• EXERCISE DESCRIPTION: Could you show all lines in the entries below that contain the string "Ramón"?

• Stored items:
-=-=-

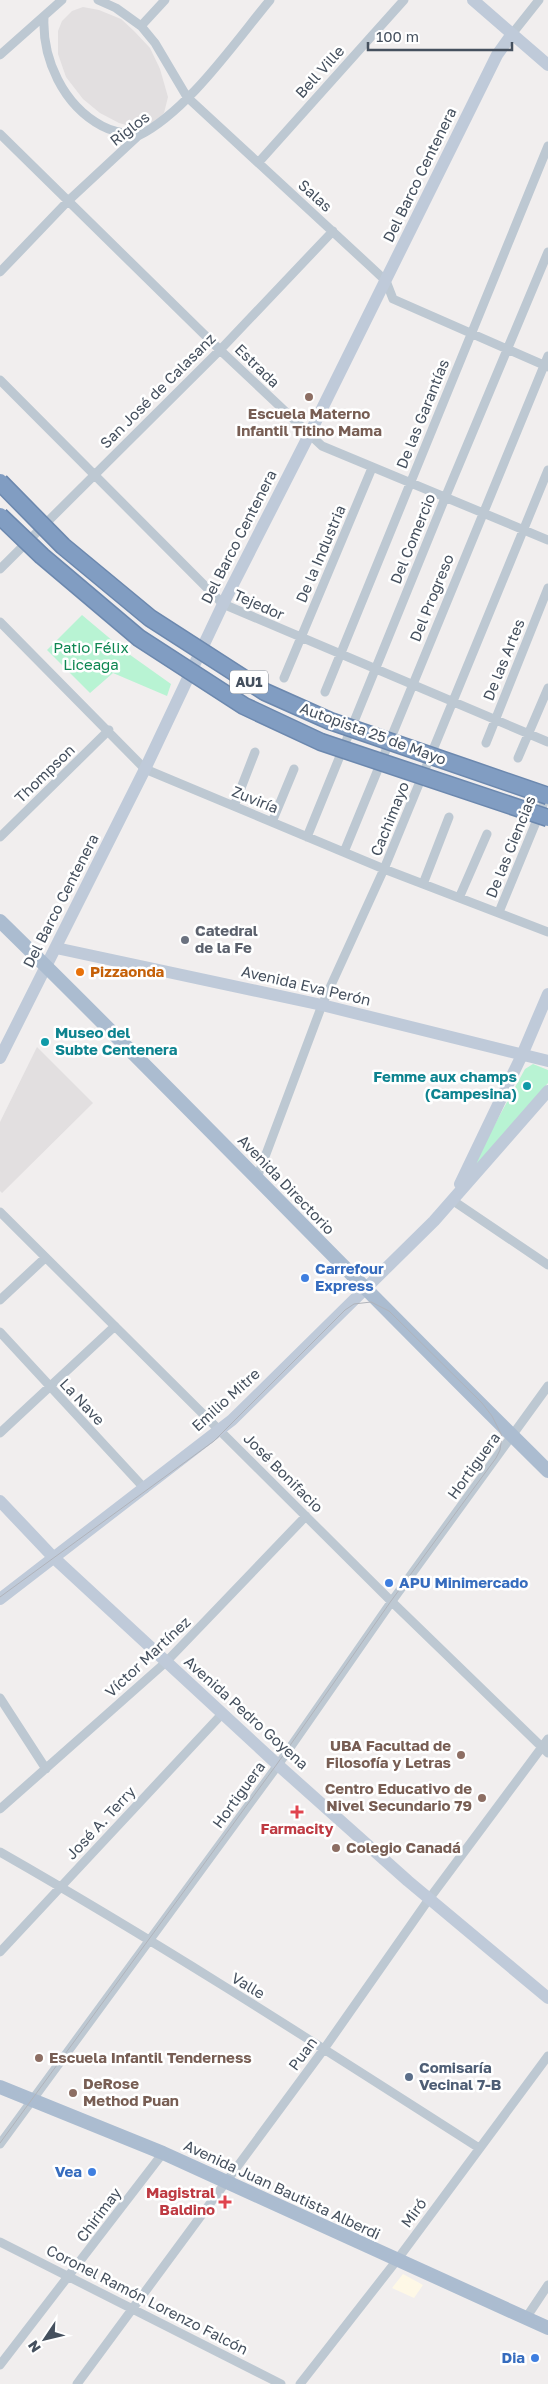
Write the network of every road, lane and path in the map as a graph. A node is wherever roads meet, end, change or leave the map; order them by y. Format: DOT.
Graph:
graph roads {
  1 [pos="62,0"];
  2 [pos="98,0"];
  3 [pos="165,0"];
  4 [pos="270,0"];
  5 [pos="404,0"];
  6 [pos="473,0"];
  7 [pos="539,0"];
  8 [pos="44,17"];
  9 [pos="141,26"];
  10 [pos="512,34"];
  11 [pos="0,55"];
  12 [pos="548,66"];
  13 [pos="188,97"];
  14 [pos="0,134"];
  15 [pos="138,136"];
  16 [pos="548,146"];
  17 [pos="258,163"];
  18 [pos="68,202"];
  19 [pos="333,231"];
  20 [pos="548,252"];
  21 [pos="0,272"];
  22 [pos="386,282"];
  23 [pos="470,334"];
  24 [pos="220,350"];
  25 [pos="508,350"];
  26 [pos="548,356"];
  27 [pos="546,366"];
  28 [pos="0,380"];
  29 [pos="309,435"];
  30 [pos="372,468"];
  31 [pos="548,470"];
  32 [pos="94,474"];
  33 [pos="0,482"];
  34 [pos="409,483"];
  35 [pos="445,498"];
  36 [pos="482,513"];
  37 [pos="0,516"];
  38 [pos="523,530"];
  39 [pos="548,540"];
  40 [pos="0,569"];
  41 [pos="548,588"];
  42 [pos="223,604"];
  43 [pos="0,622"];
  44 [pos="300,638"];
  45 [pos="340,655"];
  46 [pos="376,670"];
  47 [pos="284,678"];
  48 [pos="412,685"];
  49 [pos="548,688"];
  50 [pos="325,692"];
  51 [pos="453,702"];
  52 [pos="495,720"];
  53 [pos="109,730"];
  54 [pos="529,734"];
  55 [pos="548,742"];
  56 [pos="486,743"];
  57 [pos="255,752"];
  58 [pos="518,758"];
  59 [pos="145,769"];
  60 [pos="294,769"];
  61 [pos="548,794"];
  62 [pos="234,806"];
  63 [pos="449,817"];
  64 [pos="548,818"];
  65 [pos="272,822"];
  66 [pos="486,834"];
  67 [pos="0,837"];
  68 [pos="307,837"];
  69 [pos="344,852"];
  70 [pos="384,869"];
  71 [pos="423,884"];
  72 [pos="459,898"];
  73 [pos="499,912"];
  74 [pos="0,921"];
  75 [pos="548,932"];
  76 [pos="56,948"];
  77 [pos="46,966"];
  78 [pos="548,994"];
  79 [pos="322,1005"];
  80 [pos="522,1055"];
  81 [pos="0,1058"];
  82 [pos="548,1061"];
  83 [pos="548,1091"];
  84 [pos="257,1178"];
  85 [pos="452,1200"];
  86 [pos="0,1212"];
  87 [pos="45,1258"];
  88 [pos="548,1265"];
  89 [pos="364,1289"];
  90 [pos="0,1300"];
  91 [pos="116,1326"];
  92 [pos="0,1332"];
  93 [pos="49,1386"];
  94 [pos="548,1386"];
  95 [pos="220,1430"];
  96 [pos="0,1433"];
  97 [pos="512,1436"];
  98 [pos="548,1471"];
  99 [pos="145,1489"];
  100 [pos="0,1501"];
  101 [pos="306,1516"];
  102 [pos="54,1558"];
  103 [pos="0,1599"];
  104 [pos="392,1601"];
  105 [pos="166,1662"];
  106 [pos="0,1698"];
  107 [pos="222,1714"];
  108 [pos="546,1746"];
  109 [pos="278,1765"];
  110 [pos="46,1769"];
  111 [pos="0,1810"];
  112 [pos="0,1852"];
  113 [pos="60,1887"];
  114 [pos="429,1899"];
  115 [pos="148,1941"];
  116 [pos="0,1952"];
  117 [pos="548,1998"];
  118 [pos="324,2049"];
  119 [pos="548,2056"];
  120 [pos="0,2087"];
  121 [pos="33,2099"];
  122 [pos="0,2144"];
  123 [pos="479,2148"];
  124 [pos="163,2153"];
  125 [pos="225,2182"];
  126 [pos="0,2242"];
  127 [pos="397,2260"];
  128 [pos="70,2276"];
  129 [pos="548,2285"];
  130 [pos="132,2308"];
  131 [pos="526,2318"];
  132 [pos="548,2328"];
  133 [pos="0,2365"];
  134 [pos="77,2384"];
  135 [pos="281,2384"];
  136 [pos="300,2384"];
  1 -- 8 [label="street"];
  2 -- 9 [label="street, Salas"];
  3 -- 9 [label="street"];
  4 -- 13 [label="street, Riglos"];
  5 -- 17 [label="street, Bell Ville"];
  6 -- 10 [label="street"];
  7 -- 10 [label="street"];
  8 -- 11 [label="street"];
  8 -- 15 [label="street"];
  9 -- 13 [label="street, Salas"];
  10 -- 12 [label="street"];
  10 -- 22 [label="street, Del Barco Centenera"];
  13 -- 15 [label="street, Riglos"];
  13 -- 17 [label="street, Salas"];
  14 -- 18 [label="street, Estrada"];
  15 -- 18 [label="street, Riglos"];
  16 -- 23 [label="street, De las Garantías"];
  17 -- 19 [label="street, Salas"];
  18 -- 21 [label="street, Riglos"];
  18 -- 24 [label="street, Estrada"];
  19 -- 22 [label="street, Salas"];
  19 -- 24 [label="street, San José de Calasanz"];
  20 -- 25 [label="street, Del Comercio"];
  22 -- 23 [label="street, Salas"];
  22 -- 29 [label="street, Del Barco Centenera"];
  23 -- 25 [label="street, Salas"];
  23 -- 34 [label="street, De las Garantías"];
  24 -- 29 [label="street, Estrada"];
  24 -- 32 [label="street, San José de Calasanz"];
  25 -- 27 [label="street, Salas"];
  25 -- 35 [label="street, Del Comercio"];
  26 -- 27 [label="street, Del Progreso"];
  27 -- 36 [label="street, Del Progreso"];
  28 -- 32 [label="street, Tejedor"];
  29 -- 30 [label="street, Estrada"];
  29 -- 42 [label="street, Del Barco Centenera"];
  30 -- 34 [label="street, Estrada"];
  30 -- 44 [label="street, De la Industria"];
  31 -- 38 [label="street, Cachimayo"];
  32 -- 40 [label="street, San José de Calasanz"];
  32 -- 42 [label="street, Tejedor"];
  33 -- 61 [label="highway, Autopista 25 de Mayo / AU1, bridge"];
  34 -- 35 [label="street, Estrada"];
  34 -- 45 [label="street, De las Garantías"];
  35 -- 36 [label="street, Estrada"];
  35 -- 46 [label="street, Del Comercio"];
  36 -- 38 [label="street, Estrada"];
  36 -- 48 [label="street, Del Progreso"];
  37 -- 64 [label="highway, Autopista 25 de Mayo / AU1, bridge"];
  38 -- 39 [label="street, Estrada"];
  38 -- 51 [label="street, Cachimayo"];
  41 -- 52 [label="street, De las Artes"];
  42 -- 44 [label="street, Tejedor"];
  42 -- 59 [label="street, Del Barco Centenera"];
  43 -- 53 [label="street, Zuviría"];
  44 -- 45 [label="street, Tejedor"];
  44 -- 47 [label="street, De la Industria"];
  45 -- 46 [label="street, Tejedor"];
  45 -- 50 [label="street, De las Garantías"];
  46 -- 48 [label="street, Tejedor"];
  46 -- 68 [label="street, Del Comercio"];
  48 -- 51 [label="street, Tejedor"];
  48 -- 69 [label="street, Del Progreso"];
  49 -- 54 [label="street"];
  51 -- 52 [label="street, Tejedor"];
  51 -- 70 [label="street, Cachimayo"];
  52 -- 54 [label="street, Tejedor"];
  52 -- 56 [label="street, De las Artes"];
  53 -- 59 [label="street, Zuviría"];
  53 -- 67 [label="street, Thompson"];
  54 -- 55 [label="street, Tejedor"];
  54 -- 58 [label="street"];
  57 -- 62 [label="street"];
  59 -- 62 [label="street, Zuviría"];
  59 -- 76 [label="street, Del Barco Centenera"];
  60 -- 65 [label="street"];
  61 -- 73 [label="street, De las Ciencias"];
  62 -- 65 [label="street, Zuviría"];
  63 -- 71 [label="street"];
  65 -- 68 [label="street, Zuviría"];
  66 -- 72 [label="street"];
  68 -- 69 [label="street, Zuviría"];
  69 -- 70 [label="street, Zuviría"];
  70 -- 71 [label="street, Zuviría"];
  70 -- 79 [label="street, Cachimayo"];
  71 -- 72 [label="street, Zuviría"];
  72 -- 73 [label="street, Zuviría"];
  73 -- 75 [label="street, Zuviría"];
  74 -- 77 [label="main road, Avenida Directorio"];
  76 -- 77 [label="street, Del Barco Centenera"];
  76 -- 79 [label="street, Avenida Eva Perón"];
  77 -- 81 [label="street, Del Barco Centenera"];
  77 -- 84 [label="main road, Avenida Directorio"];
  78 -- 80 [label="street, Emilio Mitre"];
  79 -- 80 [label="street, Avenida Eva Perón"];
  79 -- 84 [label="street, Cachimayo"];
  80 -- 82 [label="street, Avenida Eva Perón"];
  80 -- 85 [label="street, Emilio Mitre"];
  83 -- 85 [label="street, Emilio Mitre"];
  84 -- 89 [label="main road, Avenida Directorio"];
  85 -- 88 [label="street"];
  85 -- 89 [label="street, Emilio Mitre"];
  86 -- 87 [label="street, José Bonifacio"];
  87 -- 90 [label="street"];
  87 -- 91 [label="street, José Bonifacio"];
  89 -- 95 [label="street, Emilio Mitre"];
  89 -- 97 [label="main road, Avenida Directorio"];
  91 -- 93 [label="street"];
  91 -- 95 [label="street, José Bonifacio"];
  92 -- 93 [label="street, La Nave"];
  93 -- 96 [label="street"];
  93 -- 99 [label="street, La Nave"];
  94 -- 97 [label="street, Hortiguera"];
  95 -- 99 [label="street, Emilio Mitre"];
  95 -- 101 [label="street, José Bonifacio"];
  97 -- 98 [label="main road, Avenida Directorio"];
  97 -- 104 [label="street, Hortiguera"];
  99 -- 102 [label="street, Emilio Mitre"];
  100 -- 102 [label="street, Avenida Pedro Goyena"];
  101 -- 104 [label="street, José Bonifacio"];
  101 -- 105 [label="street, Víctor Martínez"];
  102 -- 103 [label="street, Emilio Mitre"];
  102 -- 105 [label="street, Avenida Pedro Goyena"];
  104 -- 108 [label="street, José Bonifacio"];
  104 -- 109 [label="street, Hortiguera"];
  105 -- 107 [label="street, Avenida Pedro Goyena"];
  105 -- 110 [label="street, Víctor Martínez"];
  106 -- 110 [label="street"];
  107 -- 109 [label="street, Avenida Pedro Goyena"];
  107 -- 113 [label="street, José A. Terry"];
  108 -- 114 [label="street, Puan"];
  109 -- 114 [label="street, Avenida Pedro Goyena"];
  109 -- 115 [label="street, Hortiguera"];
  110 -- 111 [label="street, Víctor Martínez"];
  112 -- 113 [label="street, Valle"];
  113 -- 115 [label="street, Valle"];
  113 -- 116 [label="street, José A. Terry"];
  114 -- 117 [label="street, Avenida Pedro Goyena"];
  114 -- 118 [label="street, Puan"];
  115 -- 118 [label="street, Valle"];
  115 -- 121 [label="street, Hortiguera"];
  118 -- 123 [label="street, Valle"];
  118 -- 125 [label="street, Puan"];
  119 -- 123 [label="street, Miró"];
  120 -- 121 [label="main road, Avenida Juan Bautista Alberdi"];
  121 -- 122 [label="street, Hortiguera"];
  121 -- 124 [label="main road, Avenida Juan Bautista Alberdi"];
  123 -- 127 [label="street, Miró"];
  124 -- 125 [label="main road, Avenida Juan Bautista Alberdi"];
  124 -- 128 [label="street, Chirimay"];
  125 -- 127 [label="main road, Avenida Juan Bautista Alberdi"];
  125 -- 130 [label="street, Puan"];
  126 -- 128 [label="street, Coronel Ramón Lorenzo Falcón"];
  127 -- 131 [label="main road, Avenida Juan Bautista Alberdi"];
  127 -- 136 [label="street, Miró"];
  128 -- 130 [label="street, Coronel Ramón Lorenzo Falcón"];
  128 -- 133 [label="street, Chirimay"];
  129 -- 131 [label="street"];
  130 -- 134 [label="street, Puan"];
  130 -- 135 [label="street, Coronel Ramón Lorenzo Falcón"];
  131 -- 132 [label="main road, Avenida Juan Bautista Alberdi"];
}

-=-=-

• RESULT:
  126 -- 128 [label="street, Coronel Ramón Lorenzo Falcón"];
  128 -- 130 [label="street, Coronel Ramón Lorenzo Falcón"];
  130 -- 135 [label="street, Coronel Ramón Lorenzo Falcón"];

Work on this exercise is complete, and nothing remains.